Em 2013, o presidente equatoriano Rafael Correa venceu sua terceira eleição consecutiva. Ele era um político popular, fortalecido pelo crescimento econômico e pelo aumento de políticas de bem-estar social. Seu governo, porém, também foi marcado pela redução de liberdades para a mídia, a oposição e a sociedade civil.

Correa era o tipo de líder que democracias têm dificuldades de controlar. Isso mudou quando o crescimento econômico estagnou, e o presidente viu seu governo mergulhado em um escândalo internacional envolvendo a construtora brasileira Odebrecht.

Correa decidiu não concorrer a mais uma reeleição em 2017, mas declarou apoio ao seu então vice-presidente, Lenin Moreno. Moreno venceu, mas rompeu relações com seu antigo mentor e posteriormente desfez algumas de suas mudanças constitucionais e regulações restritivas.

Melis Laebens, pesquisadora de pós-doutorado na Universidade de Oxford, diz que o caso equatoriano é um exemplo de um possível caminho de recuperação para democracias sob ameaça. Mesmo que líderes com pretensões autocráticas tenham um controle firme sobre a política doméstica, eventos internacionais inesperados, como crises econômicas e investigações sobre corrupção, podem deixá-los vulneráveis.

“No caso Odebrecht, o fato de a investigação ser internacional fez muita diferença em termos de pressionar os aliados de Correa a mudarem de posição”, diz a pesquisadora. “O que importa é que a oposição, quando tem oportunidade, mesmo que não seja capaz de remover o incumbente, consiga ao menos manter algumas fontes legítimas de poder.”

O Equador também serve como um alerta sobre o que pode acontecer depois que o retrocesso democrático é aparentemente revertido. Desde então, o país convive com protestos que parecem não ter fim.

O atual presidente, Guillermo Lasso, acabou de sobreviver a uma votação de impeachment. Correa foi condenado por corrupção e deixou o país, mas ainda tem influência sobre política local e muitos apoiadores.

“Às vezes, um Poder Executivo excessivo pode simplesmente estar se alternando com uma fraqueza excessiva do governo”, diz Laebens. “Esses eventos transformam a política no longo prazo. É raro que eles simplesmente desapareçam.”

No Brasil, Bolsonaro enfrentará nas urnas o ex-presidente e atual favorito nas pesquisas Luiz Inácio Lula da Silva no próximo dias 2 de outubro.

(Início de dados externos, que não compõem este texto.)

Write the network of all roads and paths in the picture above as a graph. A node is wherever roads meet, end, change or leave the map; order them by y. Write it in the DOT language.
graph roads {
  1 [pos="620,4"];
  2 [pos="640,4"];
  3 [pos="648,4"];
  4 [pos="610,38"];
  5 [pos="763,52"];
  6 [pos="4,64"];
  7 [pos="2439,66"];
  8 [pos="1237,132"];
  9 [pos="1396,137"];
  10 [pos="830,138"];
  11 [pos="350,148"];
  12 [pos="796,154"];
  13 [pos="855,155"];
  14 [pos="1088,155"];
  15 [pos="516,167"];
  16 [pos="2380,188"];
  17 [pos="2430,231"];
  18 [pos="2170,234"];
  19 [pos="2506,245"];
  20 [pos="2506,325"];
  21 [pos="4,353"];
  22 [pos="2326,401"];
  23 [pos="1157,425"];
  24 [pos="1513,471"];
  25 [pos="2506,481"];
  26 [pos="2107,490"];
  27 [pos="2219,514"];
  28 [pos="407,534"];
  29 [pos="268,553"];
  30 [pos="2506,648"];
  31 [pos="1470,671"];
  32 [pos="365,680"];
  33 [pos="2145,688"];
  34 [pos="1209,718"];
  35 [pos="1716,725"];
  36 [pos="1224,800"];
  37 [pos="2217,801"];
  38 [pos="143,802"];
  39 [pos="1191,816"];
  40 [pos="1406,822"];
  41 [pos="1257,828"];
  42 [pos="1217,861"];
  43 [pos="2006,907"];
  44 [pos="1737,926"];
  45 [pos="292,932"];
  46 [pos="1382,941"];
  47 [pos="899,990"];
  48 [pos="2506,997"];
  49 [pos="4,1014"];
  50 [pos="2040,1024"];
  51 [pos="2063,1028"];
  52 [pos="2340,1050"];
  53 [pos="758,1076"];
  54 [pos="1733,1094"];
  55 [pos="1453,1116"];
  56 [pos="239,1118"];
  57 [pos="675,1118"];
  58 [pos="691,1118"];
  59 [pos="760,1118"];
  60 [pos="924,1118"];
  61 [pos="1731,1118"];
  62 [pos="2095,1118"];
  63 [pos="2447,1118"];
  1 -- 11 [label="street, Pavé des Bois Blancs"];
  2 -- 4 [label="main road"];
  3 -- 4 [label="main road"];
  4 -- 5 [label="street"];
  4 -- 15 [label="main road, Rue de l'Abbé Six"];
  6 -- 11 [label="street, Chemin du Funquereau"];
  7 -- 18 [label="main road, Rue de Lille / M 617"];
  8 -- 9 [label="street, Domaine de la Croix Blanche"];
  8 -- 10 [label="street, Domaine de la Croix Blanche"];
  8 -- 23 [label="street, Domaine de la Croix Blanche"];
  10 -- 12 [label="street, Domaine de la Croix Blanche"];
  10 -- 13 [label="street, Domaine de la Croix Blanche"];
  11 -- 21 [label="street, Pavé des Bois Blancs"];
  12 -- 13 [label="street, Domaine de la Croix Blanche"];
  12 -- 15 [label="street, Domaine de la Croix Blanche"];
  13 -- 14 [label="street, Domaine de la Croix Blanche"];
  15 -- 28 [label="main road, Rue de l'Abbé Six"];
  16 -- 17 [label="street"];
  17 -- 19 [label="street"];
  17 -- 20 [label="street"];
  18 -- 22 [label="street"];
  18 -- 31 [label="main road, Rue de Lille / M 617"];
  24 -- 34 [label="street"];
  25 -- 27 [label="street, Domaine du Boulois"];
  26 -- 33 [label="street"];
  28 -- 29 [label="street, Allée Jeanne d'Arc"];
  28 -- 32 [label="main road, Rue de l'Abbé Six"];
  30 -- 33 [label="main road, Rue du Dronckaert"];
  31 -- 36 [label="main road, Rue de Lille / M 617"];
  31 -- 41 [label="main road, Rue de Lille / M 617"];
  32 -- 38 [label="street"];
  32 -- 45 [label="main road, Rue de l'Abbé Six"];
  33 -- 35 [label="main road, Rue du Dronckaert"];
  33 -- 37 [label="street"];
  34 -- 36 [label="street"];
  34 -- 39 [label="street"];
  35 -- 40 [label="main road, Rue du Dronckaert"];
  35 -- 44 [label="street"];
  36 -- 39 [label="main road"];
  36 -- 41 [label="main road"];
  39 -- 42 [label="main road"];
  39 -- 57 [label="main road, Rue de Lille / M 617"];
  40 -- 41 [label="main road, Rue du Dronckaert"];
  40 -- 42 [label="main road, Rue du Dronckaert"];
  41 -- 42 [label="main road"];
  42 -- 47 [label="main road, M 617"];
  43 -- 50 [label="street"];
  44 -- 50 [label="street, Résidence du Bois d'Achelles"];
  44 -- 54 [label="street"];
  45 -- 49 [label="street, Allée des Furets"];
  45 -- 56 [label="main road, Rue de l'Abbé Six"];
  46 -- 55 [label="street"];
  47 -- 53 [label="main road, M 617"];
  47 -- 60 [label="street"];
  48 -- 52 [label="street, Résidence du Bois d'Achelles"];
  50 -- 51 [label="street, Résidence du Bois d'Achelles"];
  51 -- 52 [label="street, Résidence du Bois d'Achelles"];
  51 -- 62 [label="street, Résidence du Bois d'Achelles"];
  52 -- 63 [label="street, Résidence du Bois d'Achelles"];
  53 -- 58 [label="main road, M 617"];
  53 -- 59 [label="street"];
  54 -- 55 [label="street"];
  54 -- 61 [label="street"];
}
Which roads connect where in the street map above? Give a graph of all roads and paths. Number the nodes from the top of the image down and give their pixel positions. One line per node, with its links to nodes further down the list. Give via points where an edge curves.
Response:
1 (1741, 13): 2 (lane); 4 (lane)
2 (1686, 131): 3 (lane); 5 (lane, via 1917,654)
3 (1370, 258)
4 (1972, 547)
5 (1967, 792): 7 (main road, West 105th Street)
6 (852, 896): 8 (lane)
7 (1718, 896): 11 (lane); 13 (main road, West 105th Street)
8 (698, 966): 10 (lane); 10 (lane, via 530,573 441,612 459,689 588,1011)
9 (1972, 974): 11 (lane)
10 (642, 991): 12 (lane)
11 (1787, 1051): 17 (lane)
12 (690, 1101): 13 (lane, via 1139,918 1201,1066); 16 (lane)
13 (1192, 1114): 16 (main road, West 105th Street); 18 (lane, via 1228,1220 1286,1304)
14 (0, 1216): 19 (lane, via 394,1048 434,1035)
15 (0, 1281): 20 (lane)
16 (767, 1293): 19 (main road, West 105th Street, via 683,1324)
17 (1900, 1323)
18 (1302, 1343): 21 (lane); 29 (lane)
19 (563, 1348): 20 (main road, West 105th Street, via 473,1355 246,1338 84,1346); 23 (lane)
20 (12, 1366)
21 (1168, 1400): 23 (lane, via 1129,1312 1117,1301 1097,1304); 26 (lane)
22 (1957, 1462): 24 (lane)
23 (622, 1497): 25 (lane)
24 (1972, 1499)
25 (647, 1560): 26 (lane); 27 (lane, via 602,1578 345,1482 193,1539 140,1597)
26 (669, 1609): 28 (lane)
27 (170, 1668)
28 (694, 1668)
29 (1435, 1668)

Caso o atual mandatário saia derrotado da disputa, analistas temem que o país seja palco de violência política e cenas como as vistas durante a invasão de apoiadores do ex-presidente americano Donald Trump ao Capitólio, em Washington.

Bolsonaro vem espalhando paranoia infundada sobre a confiabilidade do sistema eleitoral e, em recente entrevista ao Jornal Nacional, afirmou que respeitaria os resultados das urnas “desde que as eleições fossem limpas”. No 7 de Setembro, o presidente citou episódios históricos de tensão política e ruptura democrática no Brasil, incluindo o golpe militar de 1964, e disse que a “a história pode se repetir”.